_Assignment_
Take every line of the material below that includes the string "Birch" and copy it out.

_Dataset records_
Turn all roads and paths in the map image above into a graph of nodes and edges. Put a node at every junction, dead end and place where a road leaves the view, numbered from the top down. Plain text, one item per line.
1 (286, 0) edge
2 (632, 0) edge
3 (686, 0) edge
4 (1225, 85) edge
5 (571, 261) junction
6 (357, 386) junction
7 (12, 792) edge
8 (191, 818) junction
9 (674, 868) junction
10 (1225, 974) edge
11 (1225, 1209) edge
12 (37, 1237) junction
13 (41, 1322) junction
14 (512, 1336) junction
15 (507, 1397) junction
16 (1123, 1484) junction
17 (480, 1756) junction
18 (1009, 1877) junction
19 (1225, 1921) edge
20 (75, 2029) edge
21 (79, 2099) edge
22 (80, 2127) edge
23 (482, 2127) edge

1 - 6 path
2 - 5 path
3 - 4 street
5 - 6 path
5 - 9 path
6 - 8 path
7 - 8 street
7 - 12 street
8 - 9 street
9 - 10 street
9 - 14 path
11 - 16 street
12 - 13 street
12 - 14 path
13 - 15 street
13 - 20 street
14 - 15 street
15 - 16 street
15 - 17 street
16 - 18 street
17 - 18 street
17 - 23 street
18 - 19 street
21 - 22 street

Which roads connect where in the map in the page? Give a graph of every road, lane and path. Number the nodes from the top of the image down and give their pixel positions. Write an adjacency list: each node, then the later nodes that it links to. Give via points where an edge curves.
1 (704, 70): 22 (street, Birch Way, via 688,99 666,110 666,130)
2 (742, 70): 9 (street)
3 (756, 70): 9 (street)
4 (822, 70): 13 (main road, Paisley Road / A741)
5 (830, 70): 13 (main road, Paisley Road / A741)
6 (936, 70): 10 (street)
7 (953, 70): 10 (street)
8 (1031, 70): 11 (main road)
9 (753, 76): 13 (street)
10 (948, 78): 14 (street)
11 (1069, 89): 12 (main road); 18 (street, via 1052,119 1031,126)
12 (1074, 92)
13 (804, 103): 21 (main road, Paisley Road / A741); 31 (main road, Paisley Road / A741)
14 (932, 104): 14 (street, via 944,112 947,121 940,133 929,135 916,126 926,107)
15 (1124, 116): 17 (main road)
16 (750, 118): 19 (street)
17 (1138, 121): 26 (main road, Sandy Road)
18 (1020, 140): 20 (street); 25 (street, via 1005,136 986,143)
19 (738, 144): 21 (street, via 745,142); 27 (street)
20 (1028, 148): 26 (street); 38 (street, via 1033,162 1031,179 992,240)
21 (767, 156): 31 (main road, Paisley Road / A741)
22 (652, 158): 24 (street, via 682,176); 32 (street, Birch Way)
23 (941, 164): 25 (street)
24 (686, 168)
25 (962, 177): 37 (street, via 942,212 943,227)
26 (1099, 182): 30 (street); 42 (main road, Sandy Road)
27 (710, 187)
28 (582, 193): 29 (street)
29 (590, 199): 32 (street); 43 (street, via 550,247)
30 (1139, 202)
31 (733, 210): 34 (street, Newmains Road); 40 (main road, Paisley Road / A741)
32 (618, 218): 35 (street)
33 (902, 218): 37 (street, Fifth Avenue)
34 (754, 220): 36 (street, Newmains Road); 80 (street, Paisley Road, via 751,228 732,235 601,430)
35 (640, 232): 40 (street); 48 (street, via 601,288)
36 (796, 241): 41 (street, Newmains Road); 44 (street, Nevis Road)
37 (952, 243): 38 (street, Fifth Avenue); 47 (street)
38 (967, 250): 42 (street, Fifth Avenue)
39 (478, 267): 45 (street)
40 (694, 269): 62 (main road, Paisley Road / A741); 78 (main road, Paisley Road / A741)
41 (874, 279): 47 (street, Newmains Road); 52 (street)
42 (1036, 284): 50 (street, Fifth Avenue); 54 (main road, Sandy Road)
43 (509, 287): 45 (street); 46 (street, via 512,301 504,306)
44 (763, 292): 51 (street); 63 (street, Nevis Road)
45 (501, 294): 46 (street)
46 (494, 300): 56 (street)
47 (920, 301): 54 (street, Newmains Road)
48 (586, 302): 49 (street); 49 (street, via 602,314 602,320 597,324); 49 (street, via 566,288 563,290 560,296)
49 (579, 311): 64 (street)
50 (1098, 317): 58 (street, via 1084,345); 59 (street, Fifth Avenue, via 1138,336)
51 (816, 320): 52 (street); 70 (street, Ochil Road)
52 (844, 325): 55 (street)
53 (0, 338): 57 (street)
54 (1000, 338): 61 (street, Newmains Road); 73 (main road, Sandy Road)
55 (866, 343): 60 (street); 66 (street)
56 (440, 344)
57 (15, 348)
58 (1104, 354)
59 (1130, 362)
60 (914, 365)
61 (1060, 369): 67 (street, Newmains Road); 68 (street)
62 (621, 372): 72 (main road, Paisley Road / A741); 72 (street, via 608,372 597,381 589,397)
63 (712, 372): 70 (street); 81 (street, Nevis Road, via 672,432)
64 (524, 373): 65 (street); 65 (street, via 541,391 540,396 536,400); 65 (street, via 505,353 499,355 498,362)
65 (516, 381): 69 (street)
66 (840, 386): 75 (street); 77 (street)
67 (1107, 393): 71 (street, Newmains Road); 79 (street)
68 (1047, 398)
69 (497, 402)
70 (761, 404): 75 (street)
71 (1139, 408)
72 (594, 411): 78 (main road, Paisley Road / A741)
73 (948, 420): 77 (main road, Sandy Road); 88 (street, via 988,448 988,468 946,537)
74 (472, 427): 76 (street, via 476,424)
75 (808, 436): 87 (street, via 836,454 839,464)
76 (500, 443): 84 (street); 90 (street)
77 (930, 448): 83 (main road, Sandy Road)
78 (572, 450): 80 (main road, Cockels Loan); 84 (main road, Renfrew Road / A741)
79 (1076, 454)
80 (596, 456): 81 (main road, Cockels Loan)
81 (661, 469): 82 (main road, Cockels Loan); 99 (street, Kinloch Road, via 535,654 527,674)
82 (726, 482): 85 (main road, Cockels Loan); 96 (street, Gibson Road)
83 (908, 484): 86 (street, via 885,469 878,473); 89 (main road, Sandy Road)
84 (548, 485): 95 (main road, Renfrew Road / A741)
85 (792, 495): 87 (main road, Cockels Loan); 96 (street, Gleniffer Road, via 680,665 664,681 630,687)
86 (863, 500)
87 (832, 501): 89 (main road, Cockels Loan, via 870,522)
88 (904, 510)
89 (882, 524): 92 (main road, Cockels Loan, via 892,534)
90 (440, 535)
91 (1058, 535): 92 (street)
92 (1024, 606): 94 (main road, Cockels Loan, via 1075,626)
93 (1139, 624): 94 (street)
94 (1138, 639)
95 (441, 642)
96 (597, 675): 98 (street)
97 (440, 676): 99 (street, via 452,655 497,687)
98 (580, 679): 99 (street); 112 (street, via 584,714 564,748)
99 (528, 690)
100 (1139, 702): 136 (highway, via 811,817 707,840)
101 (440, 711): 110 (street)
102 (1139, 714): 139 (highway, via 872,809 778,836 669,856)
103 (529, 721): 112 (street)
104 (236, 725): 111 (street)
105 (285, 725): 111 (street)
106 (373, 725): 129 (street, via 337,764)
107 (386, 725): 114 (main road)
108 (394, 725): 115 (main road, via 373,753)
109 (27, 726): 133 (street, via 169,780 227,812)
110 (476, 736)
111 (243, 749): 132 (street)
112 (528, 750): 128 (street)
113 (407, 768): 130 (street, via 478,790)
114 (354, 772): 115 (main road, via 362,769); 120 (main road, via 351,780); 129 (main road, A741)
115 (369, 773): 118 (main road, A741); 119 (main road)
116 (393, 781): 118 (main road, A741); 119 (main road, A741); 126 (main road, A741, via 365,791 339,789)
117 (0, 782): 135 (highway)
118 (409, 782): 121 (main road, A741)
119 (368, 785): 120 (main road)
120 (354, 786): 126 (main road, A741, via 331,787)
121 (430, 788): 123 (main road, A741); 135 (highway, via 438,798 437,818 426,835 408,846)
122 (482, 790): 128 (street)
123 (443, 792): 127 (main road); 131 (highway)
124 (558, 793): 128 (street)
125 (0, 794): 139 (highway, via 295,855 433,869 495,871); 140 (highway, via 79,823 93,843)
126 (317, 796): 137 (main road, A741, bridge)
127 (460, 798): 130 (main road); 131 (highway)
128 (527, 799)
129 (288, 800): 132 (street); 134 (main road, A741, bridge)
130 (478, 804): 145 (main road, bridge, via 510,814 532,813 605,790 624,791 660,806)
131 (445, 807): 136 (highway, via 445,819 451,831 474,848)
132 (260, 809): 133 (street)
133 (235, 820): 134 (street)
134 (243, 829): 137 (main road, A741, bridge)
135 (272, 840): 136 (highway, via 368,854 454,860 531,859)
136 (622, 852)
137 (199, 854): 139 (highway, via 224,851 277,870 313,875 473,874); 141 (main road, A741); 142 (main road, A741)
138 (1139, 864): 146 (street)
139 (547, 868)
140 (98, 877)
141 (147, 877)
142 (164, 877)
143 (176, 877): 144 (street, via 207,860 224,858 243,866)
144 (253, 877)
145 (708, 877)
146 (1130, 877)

_Result for this task_
1 (704, 70): 22 (street, Birch Way, via 688,99 666,110 666,130)
22 (652, 158): 24 (street, via 682,176); 32 (street, Birch Way)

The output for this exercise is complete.